Check each line of the listing for the word "paths" and report the ones that have it.

Top of PROVIDED DATA

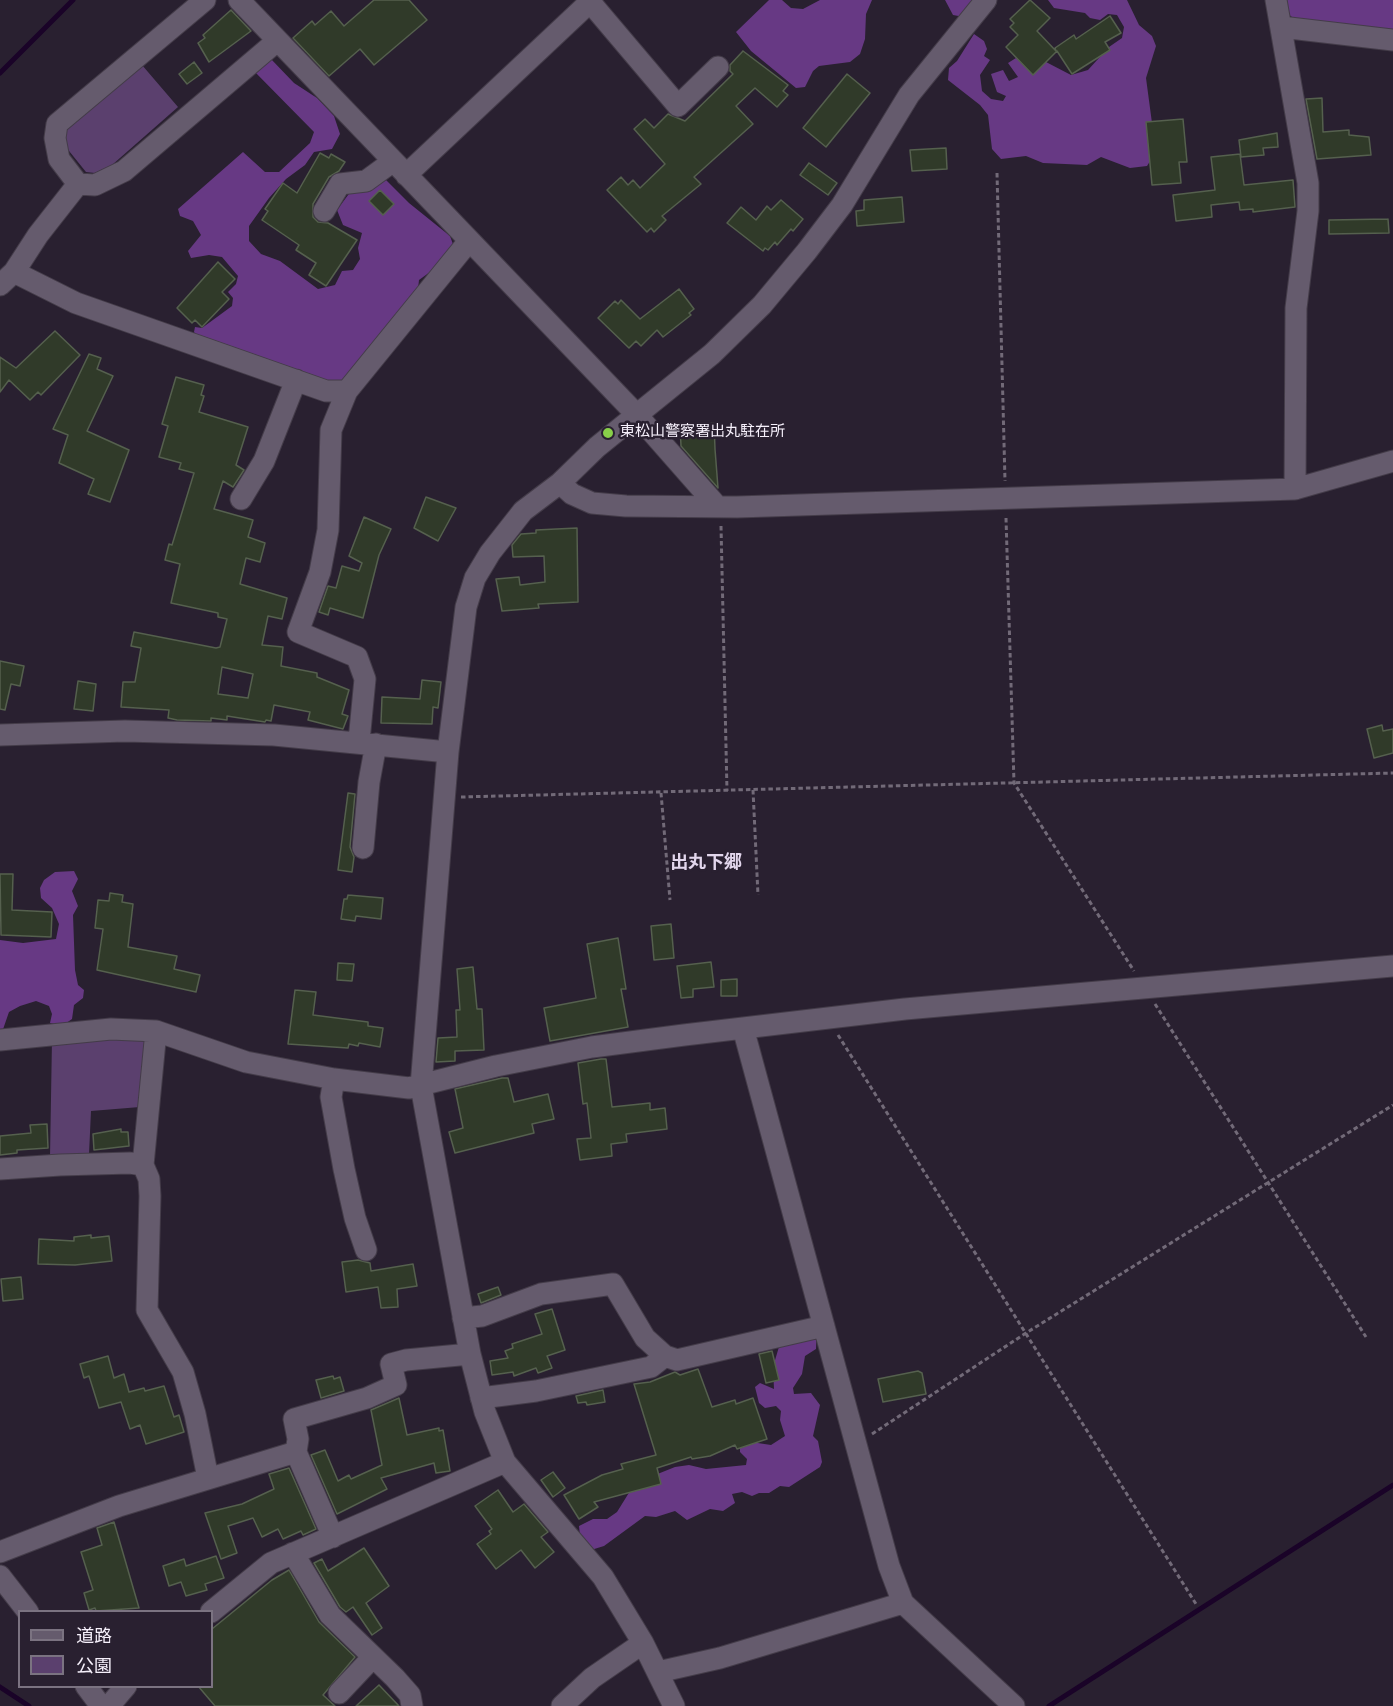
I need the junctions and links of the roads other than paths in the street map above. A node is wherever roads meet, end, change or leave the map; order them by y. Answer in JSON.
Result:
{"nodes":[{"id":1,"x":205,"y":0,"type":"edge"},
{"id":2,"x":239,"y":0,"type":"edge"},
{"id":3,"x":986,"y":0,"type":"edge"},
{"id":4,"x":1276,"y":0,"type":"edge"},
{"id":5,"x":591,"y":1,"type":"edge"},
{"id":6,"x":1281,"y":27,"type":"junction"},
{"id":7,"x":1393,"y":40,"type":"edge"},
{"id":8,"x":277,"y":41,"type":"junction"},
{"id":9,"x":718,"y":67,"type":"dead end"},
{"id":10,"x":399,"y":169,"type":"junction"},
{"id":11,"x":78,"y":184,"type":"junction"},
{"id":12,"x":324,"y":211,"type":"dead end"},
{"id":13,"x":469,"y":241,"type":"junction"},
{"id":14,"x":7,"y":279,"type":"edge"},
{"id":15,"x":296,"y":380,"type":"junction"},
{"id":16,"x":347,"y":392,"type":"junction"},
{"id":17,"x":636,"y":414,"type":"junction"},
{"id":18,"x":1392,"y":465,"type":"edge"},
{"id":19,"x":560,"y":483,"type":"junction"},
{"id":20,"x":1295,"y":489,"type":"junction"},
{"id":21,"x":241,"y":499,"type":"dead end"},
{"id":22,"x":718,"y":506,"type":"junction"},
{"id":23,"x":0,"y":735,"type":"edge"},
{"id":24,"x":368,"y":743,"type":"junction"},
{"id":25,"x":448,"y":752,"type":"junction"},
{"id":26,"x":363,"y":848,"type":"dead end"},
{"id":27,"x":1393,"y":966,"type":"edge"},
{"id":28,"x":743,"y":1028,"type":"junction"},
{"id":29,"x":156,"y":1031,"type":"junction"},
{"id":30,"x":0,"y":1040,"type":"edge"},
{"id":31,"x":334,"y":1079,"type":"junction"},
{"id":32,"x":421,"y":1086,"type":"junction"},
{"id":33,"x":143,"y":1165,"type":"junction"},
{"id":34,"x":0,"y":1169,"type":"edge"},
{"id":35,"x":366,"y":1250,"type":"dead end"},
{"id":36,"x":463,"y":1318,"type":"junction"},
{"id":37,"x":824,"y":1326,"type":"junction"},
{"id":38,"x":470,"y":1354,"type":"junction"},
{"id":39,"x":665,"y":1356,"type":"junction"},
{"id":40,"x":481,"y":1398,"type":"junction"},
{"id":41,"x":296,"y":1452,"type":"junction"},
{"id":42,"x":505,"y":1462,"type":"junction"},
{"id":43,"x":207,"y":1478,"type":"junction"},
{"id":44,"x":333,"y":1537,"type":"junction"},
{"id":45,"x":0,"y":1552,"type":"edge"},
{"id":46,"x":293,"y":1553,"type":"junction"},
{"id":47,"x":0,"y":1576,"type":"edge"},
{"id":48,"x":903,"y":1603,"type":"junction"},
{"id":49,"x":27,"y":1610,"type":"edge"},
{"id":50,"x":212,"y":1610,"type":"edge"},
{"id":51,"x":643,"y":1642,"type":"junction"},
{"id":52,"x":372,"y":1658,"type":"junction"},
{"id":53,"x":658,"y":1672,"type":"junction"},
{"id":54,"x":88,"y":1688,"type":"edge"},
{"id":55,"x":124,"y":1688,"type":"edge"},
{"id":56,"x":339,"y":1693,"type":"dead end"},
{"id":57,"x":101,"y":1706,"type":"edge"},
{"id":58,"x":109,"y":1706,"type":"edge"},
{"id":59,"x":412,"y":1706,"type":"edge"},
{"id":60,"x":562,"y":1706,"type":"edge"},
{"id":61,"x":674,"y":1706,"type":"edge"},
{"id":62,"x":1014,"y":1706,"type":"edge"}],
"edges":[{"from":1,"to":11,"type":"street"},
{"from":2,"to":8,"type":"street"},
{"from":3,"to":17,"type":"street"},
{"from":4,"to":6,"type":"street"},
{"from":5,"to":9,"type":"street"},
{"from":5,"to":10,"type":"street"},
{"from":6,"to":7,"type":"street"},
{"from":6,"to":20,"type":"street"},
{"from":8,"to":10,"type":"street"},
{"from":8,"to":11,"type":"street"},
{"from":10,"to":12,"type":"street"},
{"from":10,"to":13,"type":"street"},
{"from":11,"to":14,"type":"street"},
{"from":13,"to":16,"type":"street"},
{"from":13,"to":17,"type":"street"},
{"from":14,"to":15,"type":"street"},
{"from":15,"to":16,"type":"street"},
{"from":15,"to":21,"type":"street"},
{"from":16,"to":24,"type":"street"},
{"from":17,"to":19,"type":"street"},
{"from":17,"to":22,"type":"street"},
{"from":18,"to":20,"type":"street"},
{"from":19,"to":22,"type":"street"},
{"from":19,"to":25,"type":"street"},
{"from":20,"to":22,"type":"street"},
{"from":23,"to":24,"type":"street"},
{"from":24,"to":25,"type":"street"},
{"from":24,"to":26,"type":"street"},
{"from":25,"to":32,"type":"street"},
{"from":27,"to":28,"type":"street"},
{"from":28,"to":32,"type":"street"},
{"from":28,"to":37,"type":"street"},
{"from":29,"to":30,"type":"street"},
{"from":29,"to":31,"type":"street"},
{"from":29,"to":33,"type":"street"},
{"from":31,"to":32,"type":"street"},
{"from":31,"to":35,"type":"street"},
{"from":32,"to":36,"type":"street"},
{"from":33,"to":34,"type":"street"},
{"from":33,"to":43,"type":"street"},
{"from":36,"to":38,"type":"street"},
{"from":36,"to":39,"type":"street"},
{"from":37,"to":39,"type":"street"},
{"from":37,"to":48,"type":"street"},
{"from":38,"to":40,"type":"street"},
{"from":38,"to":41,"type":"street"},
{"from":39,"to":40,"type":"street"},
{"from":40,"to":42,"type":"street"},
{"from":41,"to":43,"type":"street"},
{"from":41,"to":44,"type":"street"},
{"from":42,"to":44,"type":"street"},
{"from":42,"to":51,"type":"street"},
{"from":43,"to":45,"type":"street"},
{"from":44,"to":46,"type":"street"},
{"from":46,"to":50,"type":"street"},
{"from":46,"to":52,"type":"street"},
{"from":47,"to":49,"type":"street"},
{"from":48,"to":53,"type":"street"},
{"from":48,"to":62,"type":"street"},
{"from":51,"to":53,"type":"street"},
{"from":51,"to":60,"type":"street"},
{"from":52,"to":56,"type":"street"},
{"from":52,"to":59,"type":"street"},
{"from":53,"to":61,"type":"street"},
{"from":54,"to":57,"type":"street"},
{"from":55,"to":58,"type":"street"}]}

Bottom of PROVIDED DATA
Top of PROVIDED DATA

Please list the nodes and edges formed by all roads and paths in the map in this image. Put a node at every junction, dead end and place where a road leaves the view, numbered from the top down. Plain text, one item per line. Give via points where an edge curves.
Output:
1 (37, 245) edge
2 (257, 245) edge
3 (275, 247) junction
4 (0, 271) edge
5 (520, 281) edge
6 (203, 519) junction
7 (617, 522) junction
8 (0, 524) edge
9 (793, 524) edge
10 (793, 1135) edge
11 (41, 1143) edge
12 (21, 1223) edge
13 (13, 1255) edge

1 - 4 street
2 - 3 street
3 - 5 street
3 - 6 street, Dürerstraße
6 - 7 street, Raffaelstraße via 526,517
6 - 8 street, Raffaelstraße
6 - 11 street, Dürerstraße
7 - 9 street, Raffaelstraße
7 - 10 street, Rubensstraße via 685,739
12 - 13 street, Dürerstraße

Bottom of PROVIDED DATA

→ TASK SOLUTION:
I need the junctions and links of the roads other than paths in the street map above. A node is wherever roads meet, end, change or leave the map; order them by y. Answer in JSON.
Please list the nodes and edges formed by all roads and paths in the map in this image. Put a node at every junction, dead end and place where a road leaves the view, numbered from the top down. Plain text, one item per line. Give via points where an edge curves.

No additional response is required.